Rubati dati personali dei pazienti degli ospedali dell’Asst Rhodense
Lo rivela la testata giornalistica Wired spiegando che “In queste ultime ore il gruppo ransomware Cicada3301, che sembrerebbe aver rivendicato la paternità dell’attacco, ha condiviso in rete ben 1TB di dati rubati all’ASST Rhodense nel corso del cyberattacco: informazioni personali dei pazienti, prescrizioni, referti medici e altri documenti sensibili”.
A due settimane dal violentissimo attacco, che la stessa agenzia per la cybersicurezza nazionale ha riconosciuto come il più grave subito da una struttura ospedaliera, le conseguenze sono ancora gravi. Al momento ancora non funziona il centro di prenotazione e il sistema per i pagamenti dei ticket, mentre sono stati progressivamente ripristinati gli altri servizi danneggiati, a cominciare da quelli per la gestione del Pronto soccorso e delle attività ambulatoriali.
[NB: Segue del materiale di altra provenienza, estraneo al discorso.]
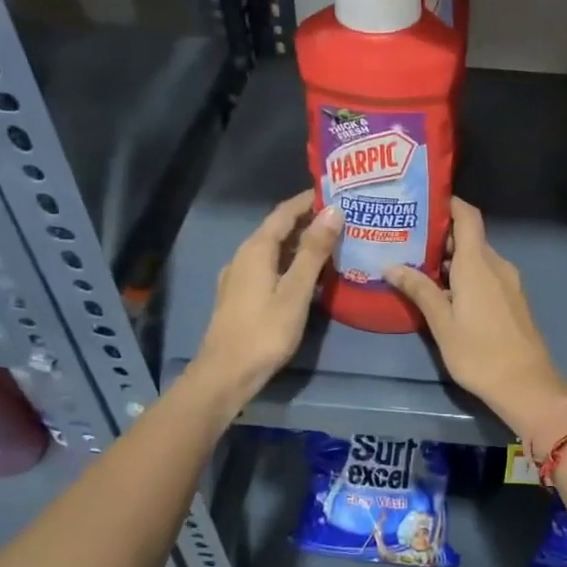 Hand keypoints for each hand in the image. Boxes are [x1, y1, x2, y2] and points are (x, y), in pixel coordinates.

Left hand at [190, 191, 341, 409]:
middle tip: (341, 218)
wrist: (225, 374)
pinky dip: (290, 263)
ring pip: (273, 251)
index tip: (335, 192)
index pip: (284, 213)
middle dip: (307, 221)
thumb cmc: (264, 331)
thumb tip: (333, 210)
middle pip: (277, 230)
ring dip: (300, 244)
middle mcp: (243, 257)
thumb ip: (314, 251)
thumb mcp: (296, 290)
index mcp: (256, 250)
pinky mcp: (240, 297)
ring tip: (331, 244)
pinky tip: (307, 276)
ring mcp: (239, 278)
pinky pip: (269, 268)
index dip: (308, 201)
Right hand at [386, 198, 566, 431]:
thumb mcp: (442, 323)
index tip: (423, 202)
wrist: (526, 385)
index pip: (467, 216)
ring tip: (418, 264)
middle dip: (441, 235)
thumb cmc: (479, 352)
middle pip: (470, 237)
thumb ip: (419, 290)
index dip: (449, 203)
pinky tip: (444, 290)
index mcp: (478, 263)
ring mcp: (508, 282)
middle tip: (407, 238)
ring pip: (478, 258)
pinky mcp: (512, 299)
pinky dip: (465, 274)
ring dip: (452, 259)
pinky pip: (486, 275)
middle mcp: (496, 264)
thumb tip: (391, 266) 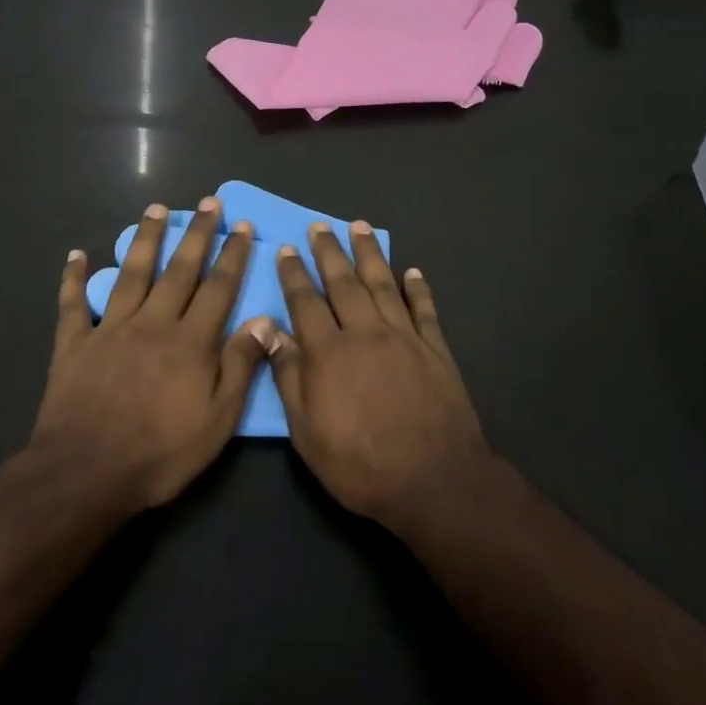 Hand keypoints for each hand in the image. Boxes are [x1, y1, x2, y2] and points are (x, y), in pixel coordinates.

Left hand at [34, 199, 276, 512]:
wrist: (84, 475)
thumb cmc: (159, 454)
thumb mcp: (216, 422)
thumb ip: (240, 367)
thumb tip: (263, 320)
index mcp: (190, 341)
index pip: (218, 287)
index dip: (232, 255)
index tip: (242, 226)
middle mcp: (153, 323)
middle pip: (179, 269)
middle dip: (197, 233)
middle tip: (209, 202)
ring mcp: (111, 329)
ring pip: (132, 272)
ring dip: (145, 238)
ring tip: (156, 208)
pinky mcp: (75, 343)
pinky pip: (73, 304)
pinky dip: (74, 278)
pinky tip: (76, 254)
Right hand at [267, 222, 489, 531]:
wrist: (434, 479)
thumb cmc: (361, 464)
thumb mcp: (308, 433)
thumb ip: (290, 378)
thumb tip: (270, 332)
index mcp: (330, 353)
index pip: (306, 303)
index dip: (294, 274)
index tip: (286, 250)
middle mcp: (365, 332)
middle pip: (344, 282)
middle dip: (329, 251)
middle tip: (320, 225)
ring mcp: (404, 336)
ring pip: (383, 284)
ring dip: (369, 253)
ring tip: (360, 227)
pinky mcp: (435, 348)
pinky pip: (424, 308)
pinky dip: (418, 288)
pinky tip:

HackManac, sito che monitora a livello mondiale gli attacchi hacker, conferma che Asst Rhodense è stata vittima di un attacco di Cicada 3301 ransomware group.
Secondo HackManac: “Gli hacker avrebbero esfiltrato 1 TB di dati, tra cui informazioni personali, dati personali, documenti medici, prescrizioni e altri documenti sensibili.
I dati rubati sono stati resi disponibili sul sito di dati rubati del gruppo criminale informatico”.